#### Data under study
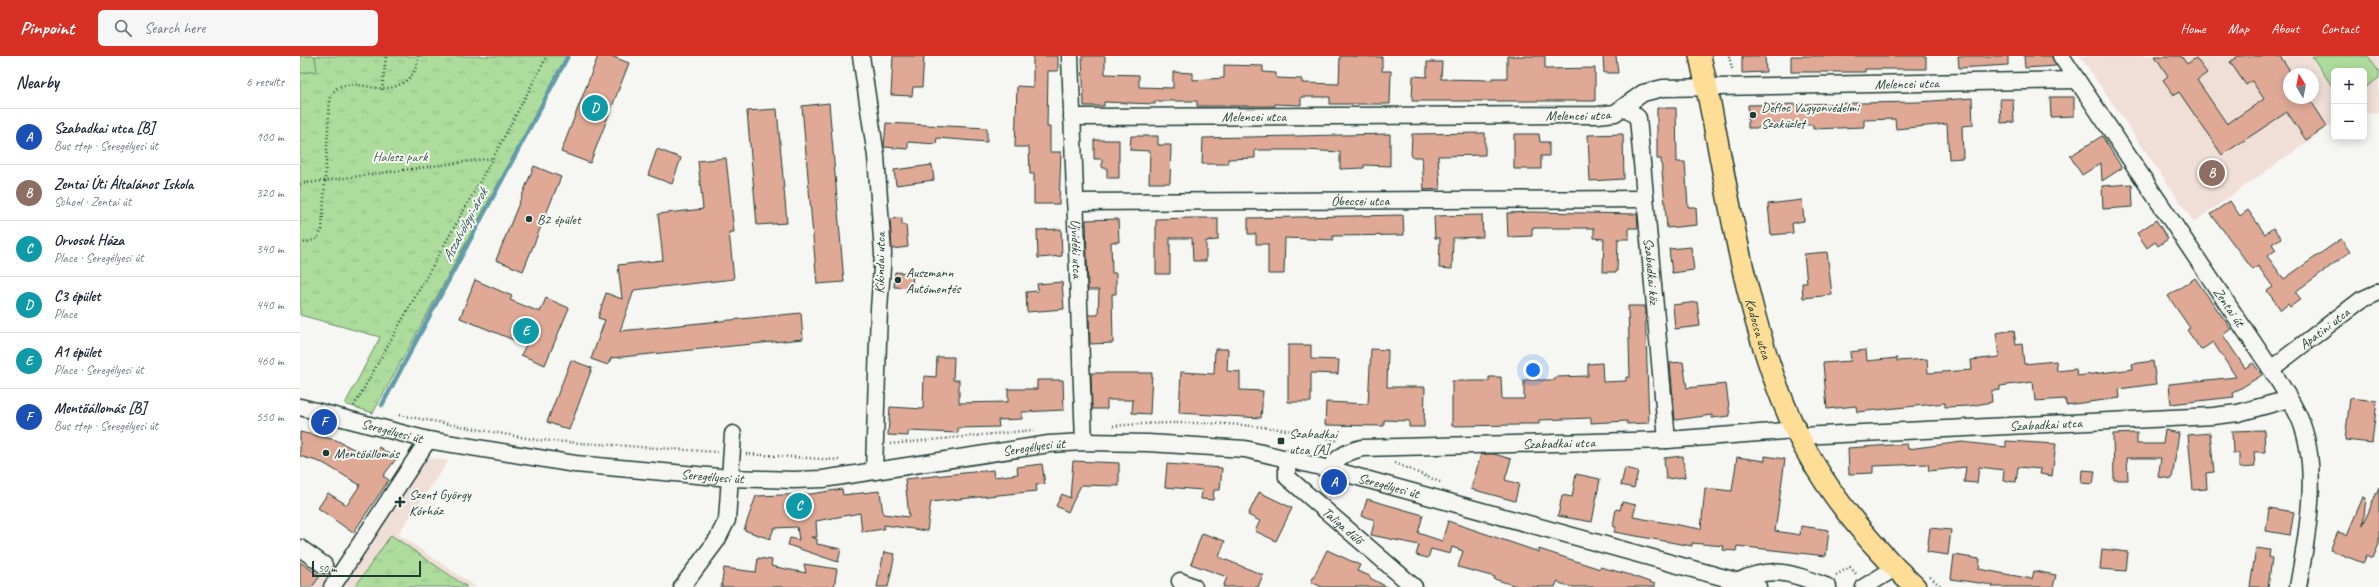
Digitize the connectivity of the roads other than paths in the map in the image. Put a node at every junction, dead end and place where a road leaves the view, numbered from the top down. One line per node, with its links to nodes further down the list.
1 (861, 56): 22 (street, Kikindai utca)
2 (1070, 56): 8 (street, Újvidéki utca)
3 (1700, 56): 6 (main road, Kadocsa utca)
4 (2061, 56): 5 (street, Zentai út)
5 (2077, 80): 6 (street, Melencei utca); 12 (street, Zentai út)
6 (1708, 89): 7 (street, Melencei utca); 15 (main road, Kadocsa utca)
7 (1626, 107): 8 (street, Melencei utca); 9 (street, Szabadkai köz)
8 (1072, 117): 10 (street, Újvidéki utca)
9 (1645, 199): 10 (street, Óbecsei utca); 18 (street, Szabadkai köz)
10 (1075, 202): 19 (street, Újvidéki utca)
11 (2379, 292): 12 (street, Apatini utca)
12 (2271, 369): 13 (street, Zentai út)
13 (2289, 399): 15 (street, Szabadkai utca); 35 (street, Zentai út)
14 (300, 407): 17 (street, Seregélyesi út)
15 (1798, 433): 18 (street, Szabadkai utca); 26 (main road, Kadocsa utca)
16 (733, 434): 23 (street)
17 (428, 440): 23 (street, Seregélyesi út); 30 (street)
18 (1667, 440): 21 (street, Szabadkai utca)
19 (1084, 442): 20 (street, Seregélyesi út); 22 (street, Seregélyesi út)
20 (1287, 458): 21 (street, Seregélyesi út); 32 (street, Taliga dűlő)
21 (1329, 469): 27 (street, Seregélyesi út)
22 (874, 471): 23 (street, Seregélyesi út)
23 (730, 478): 31 (street)
24 (300, 548): 25 (street)
25 (324, 565)
26 (1895, 568): 29 (street); 34 (main road)
27 (1738, 582): 28 (street); 33 (street, Seregélyesi út)
28 (1824, 586)
29 (1866, 586)
30 (332, 587)
31 (682, 587)
32 (1414, 587)
33 (1758, 587)
34 (1915, 587)
35 (2298, 587)

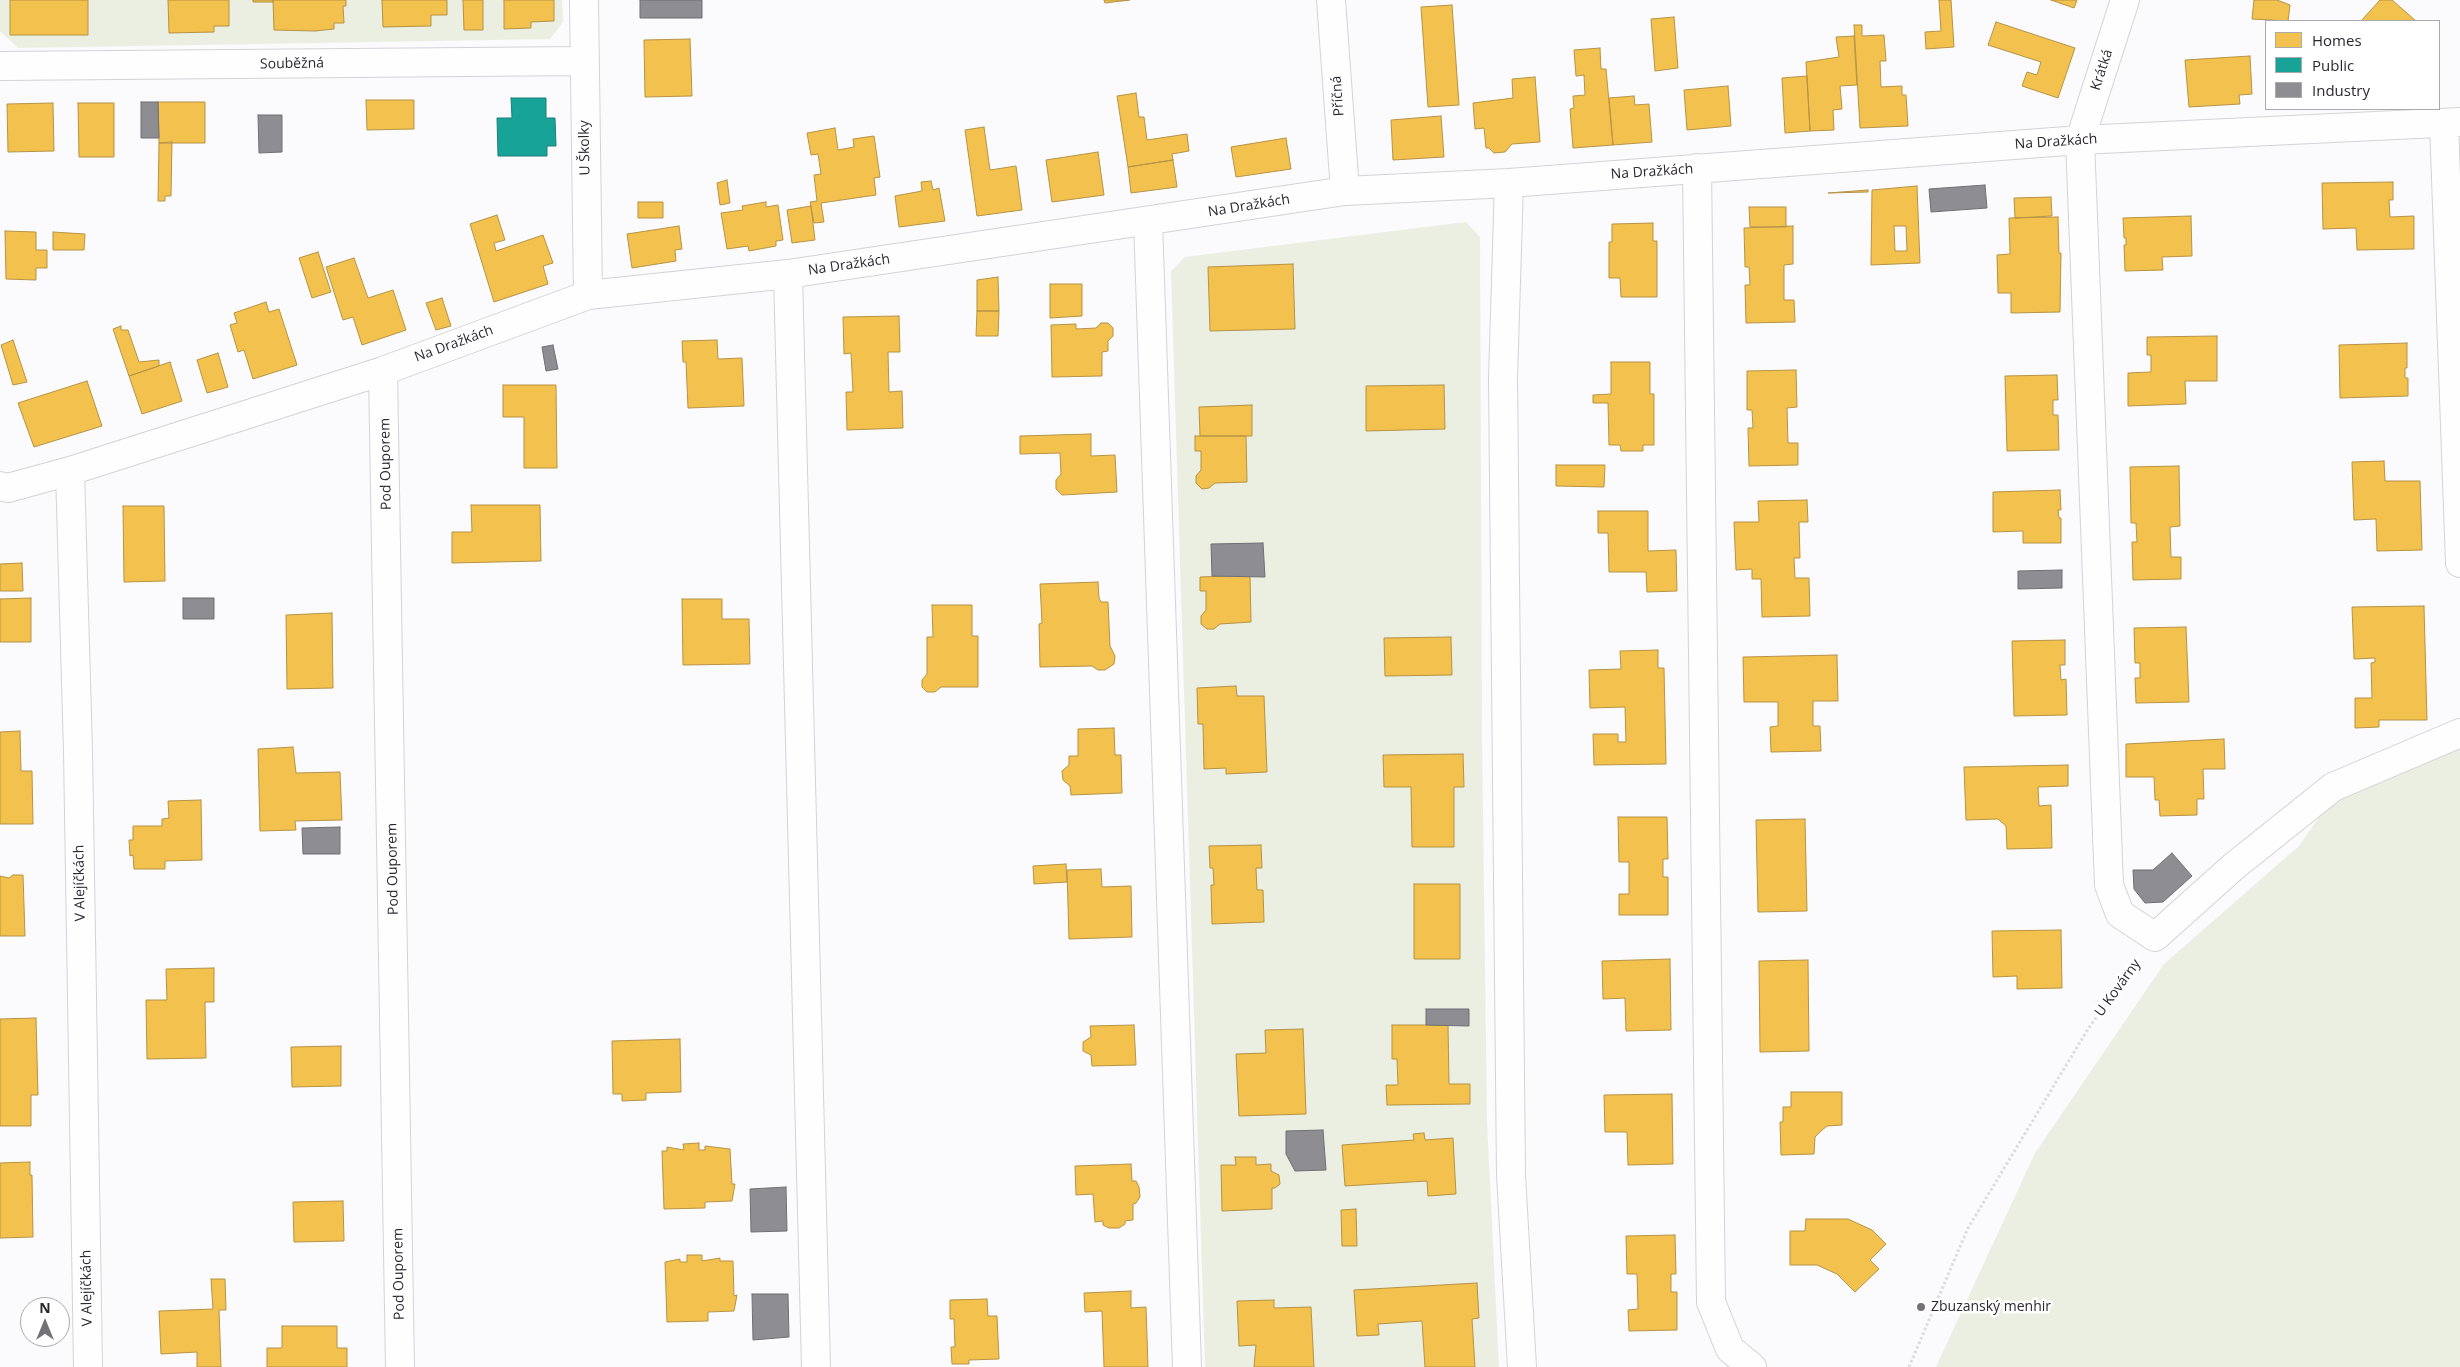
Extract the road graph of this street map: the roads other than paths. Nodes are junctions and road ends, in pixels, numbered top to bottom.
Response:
1 (584, 0) edge
2 (1331, 0) edge
3 (2125, 0) edge
4 (584, 61) junction
5 (0, 66) edge
6 (2452, 122) edge
7 (2080, 140) junction
8 (1697, 168) junction
9 (1509, 183) junction
10 (1345, 191) junction
11 (1148, 221) junction
12 (788, 274) junction
13 (588, 295) junction
14 (383, 371) junction
15 (70, 471) junction
16 (0, 486) edge
17 (2460, 563) edge
18 (2460, 733) edge
19 (88, 1367) edge
20 (400, 1367) edge
21 (816, 1367) edge
22 (1187, 1367) edge
23 (1522, 1367) edge
24 (1752, 1367) edge

1 - 4 street, U Školky
2 - 10 street, Příčná
3 - 7 street, Krátká
4 - 5 street, Souběžná
4 - 13 street, U Školky
6 - 7 street, Na Dražkách
6 - 17 street
7 - 8 street, Na Dražkách
7 - 18 street
8 - 9 street, Na Dražkách
8 - 24 street
9 - 10 street, Na Dražkách
9 - 23 street
10 - 11 street, Na Dražkách
11 - 12 street, Na Dražkách
11 - 22 street
12 - 13 street, Na Dražkách
12 - 21 street
13 - 14 street, Na Dražkách
14 - 15 street, Na Dražkách
14 - 20 street, Pod Ouporem
15 - 16 street
15 - 19 street, V Alejíčkách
########
What needs to be done. Write out the data above precisely. Pictures stay out.

Expected output.
Digitize the connectivity of the roads other than paths in the map in the image. Put a node at every junction, dead end and place where a road leaves the view, numbered from the top down. One line per node, with its links to nodes further down the list.
1 (861, 56): 22 (street, Kikindai utca)
2 (1070, 56): 8 (street, Újvidéki utca)
3 (1700, 56): 6 (main road, Kadocsa utca)
4 (2061, 56): 5 (street, Zentai út)
5 (2077, 80): 6 (street, Melencei utca); 12 (street, Zentai út)
6 (1708, 89): 7 (street, Melencei utca); 15 (main road, Kadocsa utca)
7 (1626, 107): 8 (street, Melencei utca); 9 (street, Szabadkai köz)
8 (1072, 117): 10 (street, Újvidéki utca)
9 (1645, 199): 10 (street, Óbecsei utca); 18 (street, Szabadkai köz)
10 (1075, 202): 19 (street, Újvidéki utca)
11 (2379, 292): 12 (street, Apatini utca)
12 (2271, 369): 13 (street, Zentai út)
13 (2289, 399): 15 (street, Szabadkai utca); 35 (street, Zentai út)
14 (300, 407): 17 (street, Seregélyesi út)
15 (1798, 433): 18 (street, Szabadkai utca); 26 (main road, Kadocsa utca)
16 (733, 434): 23 (street)
17 (428, 440): 23 (street, Seregélyesi út); 30 (street)
18 (1667, 440): 21 (street, Szabadkai utca)
19 (1084, 442): 20 (street, Seregélyesi út); 22 (street, Seregélyesi út)
20 (1287, 458): 21 (street, Seregélyesi út); 32 (street, Taliga dűlő)
21 (1329, 469): 27 (street, Seregélyesi út)
22 (874, 471): 23 (street, Seregélyesi út)
23 (730, 478): 31 (street)
24 (300, 548): 25 (street)
25 (324, 565)
26 (1895, 568): 29 (street); 34 (main road)
27 (1738, 582): 28 (street); 33 (street, Seregélyesi út)
28 (1824, 586)
29 (1866, 586)
30 (332, 587)
31 (682, 587)
32 (1414, 587)
33 (1758, 587)
34 (1915, 587)
35 (2298, 587)

Extract the road graph of this street map: the roads other than paths. Nodes are junctions and road ends, in pixels, numbered top to bottom.
Response:
1 (584, 0) edge
2 (1331, 0) edge
3 (2125, 0) edge
4 (584, 61) junction
5 (0, 66) edge
6 (2452, 122) edge
7 (2080, 140) junction
8 (1697, 168) junction
9 (1509, 183) junction
10 (1345, 191) junction
11 (1148, 221) junction
12 (788, 274) junction
13 (588, 295) junction
14 (383, 371) junction
15 (70, 471) junction
16 (0, 486) edge
17 (2460, 563) edge
18 (2460, 733) edge
19 (88, 1367) edge
20 (400, 1367) edge
21 (816, 1367) edge
22 (1187, 1367) edge
23 (1522, 1367) edge
24 (1752, 1367) edge

1 - 4 street, U Školky
2 - 10 street, Příčná
3 - 7 street, Krátká
4 - 5 street, Souběžná
4 - 13 street, U Školky
6 - 7 street, Na Dražkách
6 - 17 street
7 - 8 street, Na Dražkách
7 - 18 street
8 - 9 street, Na Dražkách
8 - 24 street
9 - 10 street, Na Dražkách
9 - 23 street
10 - 11 street, Na Dražkách
11 - 12 street, Na Dražkách
11 - 22 street
12 - 13 street, Na Dražkách
12 - 21 street
13 - 14 street, Na Dražkách
14 - 15 street, Na Dražkách
14 - 20 street, Pod Ouporem
15 - 16 street
15 - 19 street, V Alejíčkách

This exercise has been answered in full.